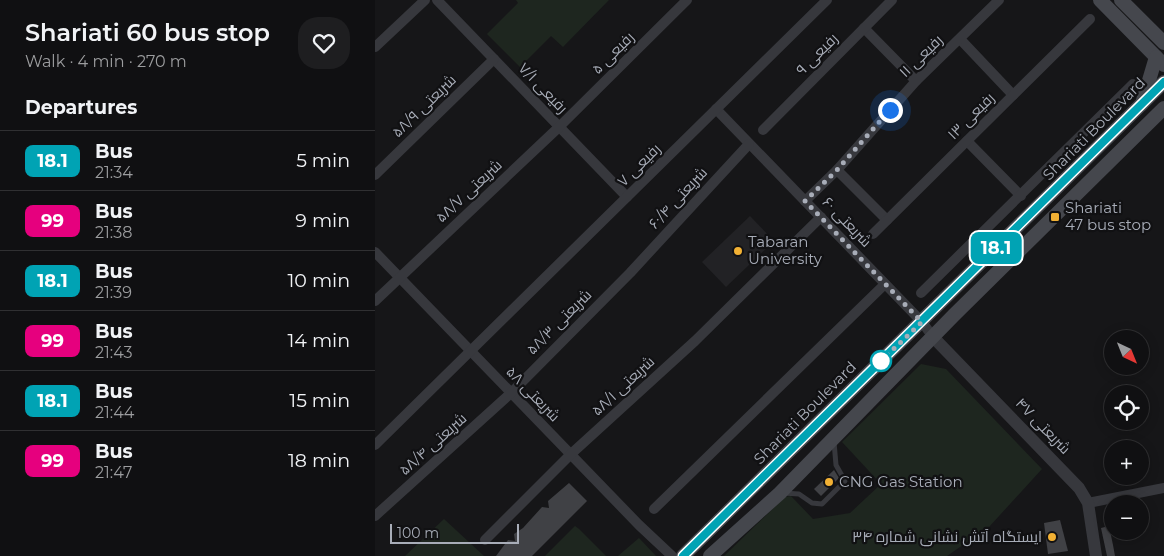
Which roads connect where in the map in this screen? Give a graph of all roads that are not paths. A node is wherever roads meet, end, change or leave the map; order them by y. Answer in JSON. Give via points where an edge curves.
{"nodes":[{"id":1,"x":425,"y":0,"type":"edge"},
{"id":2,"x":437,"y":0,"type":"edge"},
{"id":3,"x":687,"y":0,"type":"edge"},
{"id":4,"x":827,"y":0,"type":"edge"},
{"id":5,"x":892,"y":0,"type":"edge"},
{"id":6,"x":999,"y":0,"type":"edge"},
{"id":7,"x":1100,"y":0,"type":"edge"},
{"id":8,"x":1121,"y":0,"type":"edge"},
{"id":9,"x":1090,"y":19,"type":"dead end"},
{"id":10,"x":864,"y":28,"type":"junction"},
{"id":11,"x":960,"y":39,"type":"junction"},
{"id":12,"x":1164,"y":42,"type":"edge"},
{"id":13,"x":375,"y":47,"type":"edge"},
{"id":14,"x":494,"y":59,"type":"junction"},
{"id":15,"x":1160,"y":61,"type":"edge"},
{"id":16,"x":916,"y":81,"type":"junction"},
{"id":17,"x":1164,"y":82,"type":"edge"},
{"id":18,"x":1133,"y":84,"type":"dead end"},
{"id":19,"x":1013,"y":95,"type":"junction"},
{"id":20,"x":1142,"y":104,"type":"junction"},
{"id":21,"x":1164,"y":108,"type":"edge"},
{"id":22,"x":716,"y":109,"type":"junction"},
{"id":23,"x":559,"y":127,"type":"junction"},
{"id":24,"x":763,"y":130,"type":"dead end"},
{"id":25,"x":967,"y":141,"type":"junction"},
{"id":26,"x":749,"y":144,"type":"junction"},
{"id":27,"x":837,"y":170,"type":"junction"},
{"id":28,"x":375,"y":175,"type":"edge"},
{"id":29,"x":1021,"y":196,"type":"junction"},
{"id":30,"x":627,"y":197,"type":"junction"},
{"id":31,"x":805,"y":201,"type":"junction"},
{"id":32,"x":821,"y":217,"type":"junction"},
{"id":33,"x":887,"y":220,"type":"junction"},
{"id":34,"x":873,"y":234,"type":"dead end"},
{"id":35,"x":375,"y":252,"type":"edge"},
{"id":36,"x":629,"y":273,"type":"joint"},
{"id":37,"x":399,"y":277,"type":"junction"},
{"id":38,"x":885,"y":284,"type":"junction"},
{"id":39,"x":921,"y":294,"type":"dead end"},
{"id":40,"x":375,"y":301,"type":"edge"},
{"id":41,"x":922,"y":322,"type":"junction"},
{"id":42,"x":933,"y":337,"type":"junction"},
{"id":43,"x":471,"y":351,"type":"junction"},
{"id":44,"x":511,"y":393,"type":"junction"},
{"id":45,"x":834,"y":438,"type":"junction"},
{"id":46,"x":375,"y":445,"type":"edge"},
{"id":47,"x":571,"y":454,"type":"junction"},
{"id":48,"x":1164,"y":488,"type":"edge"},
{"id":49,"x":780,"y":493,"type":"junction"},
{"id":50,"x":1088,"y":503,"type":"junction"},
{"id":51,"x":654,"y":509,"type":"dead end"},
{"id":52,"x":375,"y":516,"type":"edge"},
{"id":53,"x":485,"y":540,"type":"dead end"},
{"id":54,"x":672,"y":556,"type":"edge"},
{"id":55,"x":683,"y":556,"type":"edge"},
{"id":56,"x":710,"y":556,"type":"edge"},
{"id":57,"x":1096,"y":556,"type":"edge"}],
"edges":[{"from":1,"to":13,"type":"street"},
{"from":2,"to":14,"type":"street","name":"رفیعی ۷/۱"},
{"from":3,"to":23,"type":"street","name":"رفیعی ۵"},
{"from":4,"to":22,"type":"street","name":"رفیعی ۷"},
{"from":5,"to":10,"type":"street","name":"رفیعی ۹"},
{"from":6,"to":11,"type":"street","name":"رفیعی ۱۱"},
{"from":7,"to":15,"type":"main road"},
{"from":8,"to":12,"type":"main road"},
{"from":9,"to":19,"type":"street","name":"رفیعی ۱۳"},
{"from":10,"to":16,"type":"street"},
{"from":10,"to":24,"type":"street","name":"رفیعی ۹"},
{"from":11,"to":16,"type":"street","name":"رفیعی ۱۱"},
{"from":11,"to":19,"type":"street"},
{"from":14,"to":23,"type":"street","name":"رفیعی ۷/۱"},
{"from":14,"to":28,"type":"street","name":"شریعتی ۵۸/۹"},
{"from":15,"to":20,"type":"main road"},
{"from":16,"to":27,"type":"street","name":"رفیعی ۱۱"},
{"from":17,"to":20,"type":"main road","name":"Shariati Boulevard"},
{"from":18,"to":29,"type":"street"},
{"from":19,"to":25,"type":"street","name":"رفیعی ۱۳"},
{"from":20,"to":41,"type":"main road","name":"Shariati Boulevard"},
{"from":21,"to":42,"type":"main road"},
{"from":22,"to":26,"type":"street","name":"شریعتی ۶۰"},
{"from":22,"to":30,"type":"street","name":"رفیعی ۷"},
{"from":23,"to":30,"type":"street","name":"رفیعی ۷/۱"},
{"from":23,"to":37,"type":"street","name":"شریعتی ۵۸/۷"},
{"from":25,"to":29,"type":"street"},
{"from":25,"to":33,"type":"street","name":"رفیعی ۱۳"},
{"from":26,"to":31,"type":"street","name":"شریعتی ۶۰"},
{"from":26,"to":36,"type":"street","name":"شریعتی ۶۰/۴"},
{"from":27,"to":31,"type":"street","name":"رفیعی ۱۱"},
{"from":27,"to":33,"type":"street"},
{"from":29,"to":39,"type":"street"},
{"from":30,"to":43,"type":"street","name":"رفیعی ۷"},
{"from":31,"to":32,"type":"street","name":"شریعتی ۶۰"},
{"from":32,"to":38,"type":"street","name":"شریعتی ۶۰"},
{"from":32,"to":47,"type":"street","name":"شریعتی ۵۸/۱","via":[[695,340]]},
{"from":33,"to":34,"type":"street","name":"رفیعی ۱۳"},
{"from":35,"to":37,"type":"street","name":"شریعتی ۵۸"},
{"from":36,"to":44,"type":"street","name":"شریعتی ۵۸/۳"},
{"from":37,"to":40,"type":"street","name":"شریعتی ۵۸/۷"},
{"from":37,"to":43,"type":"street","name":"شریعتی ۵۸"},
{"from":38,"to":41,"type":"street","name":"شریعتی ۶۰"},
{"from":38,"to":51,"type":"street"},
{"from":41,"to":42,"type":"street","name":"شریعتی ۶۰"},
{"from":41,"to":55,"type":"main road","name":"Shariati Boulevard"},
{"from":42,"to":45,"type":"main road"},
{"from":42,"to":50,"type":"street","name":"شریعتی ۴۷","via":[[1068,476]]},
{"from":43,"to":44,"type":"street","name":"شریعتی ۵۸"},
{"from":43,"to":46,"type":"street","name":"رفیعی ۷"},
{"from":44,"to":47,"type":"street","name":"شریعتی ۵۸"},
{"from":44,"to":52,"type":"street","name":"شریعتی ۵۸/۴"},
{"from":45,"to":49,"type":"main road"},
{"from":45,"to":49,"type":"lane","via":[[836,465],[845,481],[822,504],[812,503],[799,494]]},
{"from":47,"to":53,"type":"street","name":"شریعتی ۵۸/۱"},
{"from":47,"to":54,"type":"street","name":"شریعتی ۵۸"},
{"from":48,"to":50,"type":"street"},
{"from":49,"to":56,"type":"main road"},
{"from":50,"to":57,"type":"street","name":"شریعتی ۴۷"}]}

* * *

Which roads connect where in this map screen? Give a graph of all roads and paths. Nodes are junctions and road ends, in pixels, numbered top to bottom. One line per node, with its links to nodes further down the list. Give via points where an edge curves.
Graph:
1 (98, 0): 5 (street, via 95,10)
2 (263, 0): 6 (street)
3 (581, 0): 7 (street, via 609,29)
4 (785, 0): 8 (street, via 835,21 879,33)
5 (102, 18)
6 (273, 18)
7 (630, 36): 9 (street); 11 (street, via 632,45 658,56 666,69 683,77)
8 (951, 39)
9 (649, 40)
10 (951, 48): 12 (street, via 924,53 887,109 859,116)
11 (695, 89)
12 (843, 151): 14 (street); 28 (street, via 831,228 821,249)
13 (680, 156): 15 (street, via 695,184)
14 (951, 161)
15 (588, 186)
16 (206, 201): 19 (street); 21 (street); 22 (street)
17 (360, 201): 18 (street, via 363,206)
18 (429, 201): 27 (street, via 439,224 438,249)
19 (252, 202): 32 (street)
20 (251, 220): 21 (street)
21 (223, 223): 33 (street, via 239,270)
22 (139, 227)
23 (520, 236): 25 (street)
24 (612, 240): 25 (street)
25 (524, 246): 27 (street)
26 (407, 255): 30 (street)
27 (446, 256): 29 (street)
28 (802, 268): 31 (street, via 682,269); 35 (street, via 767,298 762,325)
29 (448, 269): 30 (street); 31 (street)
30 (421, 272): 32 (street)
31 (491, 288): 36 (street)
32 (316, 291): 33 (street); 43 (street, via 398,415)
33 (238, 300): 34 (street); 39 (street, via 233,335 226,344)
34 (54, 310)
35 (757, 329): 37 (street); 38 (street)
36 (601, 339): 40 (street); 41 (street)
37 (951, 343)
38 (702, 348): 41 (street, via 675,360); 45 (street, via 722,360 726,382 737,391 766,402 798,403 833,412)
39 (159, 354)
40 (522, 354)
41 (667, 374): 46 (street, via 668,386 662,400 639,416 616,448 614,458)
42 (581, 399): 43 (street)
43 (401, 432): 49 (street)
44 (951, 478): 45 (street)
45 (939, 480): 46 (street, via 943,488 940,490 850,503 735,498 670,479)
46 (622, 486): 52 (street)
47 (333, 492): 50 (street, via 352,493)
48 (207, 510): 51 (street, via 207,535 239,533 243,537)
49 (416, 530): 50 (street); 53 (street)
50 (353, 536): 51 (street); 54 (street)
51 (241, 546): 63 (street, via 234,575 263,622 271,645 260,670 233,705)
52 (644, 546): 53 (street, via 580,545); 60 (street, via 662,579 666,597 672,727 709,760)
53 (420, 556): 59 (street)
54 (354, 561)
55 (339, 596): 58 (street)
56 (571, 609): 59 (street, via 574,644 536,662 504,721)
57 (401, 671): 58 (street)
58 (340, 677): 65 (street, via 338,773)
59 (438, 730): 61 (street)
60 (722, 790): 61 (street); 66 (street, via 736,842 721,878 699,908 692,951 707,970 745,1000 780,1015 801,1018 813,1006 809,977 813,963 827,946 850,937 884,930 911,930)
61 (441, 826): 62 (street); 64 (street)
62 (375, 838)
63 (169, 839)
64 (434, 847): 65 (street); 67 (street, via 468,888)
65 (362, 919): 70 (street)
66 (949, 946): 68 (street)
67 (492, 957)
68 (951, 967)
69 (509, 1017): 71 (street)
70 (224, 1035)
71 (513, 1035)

---

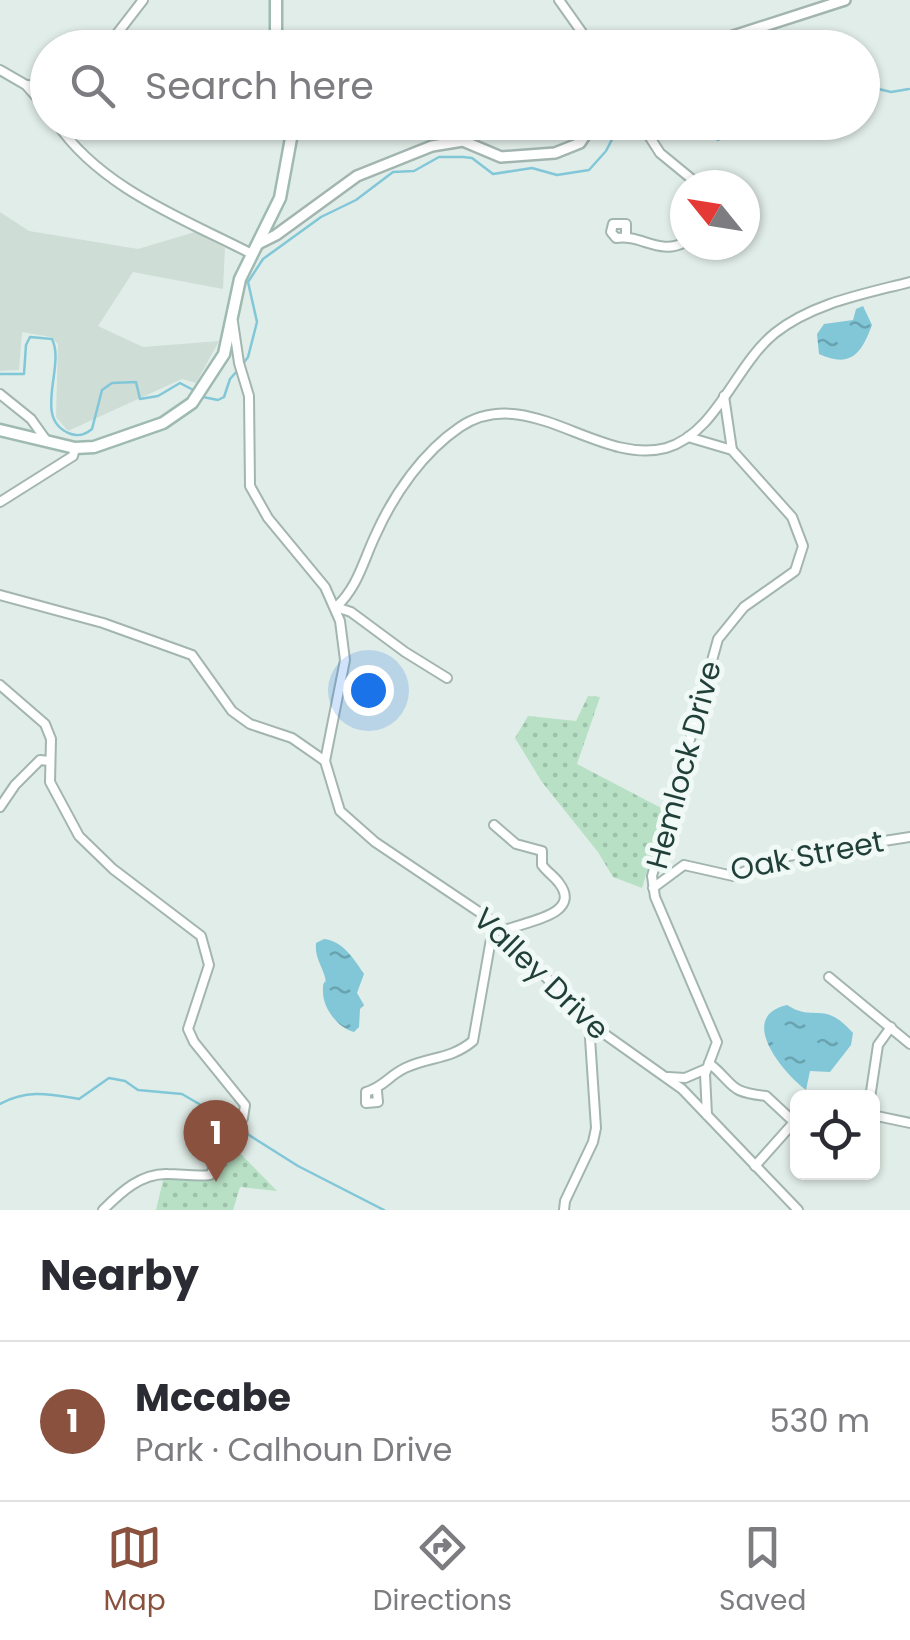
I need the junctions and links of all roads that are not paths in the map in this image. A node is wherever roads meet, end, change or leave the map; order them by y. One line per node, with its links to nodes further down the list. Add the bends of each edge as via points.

## Required work
Your reply must be a single number: the count of lines in the listing that hold "junctions".

## Worked solution
2